Agreed (1 byte 0x80 and 8 bytes length eats from the input block).

> You can also optimize MD5 quite a bit if you have fixed size inputs
> [specially so small]. 10 out of the 16 reads from the traditional W[]
> array [array of words for the block] are zero, so you can remove them
> (and their related ops in the code). You also know the final padding
> block so you don't need to compute/store/etc it. You also don't need
> to present a traditional hash interface (init/process/done) since the
> message is fixed length, so there is no overhead in gathering bytes
> and/or double buffering, etc.
>
> I wouldn't be surprised if a dedicated 16-byte version of MD5 ran
> considerably faster than your standard off the shelf MD5 code.
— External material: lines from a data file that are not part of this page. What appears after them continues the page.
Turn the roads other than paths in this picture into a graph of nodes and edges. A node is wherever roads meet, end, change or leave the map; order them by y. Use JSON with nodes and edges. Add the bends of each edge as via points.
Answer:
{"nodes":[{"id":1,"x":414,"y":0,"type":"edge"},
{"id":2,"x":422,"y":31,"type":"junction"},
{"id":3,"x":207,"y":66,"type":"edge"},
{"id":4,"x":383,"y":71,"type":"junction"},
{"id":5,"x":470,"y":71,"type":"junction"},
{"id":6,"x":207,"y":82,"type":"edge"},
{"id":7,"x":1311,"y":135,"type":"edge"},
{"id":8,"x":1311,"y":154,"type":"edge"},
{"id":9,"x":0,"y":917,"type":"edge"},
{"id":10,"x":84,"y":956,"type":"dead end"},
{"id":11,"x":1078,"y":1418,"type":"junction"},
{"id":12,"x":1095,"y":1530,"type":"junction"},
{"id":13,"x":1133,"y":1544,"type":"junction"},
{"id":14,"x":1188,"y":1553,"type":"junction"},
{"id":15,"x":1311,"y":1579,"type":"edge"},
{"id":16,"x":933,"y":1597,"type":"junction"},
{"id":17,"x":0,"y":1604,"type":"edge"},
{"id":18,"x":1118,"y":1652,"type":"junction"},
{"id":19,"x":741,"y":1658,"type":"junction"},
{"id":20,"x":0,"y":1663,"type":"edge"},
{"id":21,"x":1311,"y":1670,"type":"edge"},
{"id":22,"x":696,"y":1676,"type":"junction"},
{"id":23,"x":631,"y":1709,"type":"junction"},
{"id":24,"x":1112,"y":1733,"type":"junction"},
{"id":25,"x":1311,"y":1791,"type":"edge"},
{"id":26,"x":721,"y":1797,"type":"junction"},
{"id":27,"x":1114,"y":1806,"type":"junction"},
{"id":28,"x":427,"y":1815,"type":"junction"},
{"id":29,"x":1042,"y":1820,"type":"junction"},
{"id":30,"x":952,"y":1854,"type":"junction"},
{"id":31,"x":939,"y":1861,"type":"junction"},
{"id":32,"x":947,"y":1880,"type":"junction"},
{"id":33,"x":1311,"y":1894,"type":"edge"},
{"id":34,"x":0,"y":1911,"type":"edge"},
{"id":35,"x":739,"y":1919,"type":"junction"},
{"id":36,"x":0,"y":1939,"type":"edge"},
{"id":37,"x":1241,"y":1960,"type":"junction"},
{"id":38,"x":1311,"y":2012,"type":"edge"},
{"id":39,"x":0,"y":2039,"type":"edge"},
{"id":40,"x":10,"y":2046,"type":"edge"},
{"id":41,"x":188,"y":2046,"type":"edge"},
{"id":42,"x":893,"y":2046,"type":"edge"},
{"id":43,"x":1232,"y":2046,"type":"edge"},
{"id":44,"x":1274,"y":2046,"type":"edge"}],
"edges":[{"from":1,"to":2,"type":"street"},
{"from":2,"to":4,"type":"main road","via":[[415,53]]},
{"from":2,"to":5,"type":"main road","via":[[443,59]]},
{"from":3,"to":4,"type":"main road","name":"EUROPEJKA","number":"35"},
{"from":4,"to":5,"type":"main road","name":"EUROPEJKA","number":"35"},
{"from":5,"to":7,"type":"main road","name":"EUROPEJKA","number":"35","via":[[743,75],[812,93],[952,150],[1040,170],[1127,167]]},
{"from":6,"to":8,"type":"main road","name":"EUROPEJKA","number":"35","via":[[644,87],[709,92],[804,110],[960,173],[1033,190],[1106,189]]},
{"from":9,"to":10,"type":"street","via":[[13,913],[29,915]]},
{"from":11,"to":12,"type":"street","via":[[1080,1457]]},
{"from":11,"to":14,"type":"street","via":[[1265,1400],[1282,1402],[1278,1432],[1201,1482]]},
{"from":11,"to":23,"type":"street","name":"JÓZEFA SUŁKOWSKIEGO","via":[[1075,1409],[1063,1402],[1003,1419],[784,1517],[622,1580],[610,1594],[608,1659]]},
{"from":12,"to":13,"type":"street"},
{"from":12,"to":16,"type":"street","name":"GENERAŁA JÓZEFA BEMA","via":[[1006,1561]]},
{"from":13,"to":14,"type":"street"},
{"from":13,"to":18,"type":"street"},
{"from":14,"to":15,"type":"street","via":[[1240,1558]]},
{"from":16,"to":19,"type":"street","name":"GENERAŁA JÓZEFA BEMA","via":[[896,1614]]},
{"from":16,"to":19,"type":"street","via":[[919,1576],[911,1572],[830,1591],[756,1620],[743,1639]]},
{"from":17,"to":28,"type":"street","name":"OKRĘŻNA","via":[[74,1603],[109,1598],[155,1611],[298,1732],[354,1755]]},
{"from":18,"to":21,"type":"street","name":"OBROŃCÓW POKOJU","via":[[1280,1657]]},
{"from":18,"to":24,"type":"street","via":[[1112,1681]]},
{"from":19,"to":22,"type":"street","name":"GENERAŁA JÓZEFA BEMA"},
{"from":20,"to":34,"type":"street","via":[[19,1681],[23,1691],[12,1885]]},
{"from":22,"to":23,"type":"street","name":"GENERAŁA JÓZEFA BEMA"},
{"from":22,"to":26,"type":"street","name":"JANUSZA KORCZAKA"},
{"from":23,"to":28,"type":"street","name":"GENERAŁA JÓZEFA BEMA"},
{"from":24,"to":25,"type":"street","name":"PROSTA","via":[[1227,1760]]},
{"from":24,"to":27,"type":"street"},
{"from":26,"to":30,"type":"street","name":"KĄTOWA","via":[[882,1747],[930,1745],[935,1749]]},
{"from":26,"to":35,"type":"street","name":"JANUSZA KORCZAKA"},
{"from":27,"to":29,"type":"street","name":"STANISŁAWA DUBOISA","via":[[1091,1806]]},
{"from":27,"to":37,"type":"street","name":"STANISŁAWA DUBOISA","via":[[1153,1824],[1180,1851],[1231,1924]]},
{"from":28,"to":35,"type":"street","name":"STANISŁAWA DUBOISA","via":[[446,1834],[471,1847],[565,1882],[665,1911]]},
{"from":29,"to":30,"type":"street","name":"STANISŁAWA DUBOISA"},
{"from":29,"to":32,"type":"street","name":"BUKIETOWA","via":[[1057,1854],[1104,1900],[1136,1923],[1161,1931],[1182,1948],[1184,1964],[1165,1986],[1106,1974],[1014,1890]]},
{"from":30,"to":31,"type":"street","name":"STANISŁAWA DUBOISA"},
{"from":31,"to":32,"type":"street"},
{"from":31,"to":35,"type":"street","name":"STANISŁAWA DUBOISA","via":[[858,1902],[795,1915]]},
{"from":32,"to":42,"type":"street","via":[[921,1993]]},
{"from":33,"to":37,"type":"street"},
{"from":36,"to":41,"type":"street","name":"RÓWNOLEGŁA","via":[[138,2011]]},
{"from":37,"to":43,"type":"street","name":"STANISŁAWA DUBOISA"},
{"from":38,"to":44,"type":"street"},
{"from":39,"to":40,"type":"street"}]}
The nice thing is I can verify the result easily. The bad thing is
that it eliminates quite a few instructions but not much cycles on a
superscalar processor.

> But back to the AES route ...
>
> H(x) = k ^ aes(x, k)
>
> Where 'x' is the key and k is some fixed value is actually what these
> class of hashes are (sha1, md5, etc...). You can create a generic
> hash by saying
>
> S_{-1} = some_known_value
> S_{i} = S_{i-1} xor AES(M_i, S_{i-1})
>
> Where you MD pad M appropriately (e.g. 1 bit followed by enough bits
> to get block + length encoded).
>
> So if you are hashing fixed 16-byte strings you could just pick some
> random 128-bit value call that S_{-1} and ignore padding [as Greg
> pointed out] and just compute S_0. I don't know if it's secure to use
> a fixed key (for a hash that is), I certainly wouldn't recommend it.
>
> One caveat though, the AES key schedule is actually vulnerable to
> differential attacks [related keys] which actually makes AES bad for
> this style of hashing.

The input itself is a hash too, so I can ignore related key attack,
right?

On Jun 14, 7:24 pm, Paul Rubin <no.em...(a)nospam.invalid> wrote:
> Can I ask what the application is, where speed is so important? If it's
> for passwords or key diversification, slow speed may even be a virtue.

This operation will be very common in the application, but I'm not
sure, if speed is important here. I'll know, when I get it running.
Slow speed can't be good here, it's nothing like password
strengthening. Most probably, I'll use some stronger and slower hash,
but I'm curious what can be done here.

> 0. Compute md5(x). AFAIK, MD5 is still secure w.r.t. the preimage,
> isn't it?
>
> Probably ok in practice, but MD5 is deprecated and if it's for a
> high-security application, I'd stick to something standard. Note MD5
> does have a theoretical preimage attack (Sasaki and Aoki, Eurocrypt
> 2009) which is not practical, but attacks only get better as they say.

The paper has got stolen by spinger/acm.

> 1. Take an algorithm like MD5 and remove the padding step. This leads
> to a speed-up factor of two, but I don't think it's secure.
>
> You mean just use the compression function once. Given MD5's problems I
> can't help wonder if the second compression isn't more useful than it
> it would be if the compression function worked as intended.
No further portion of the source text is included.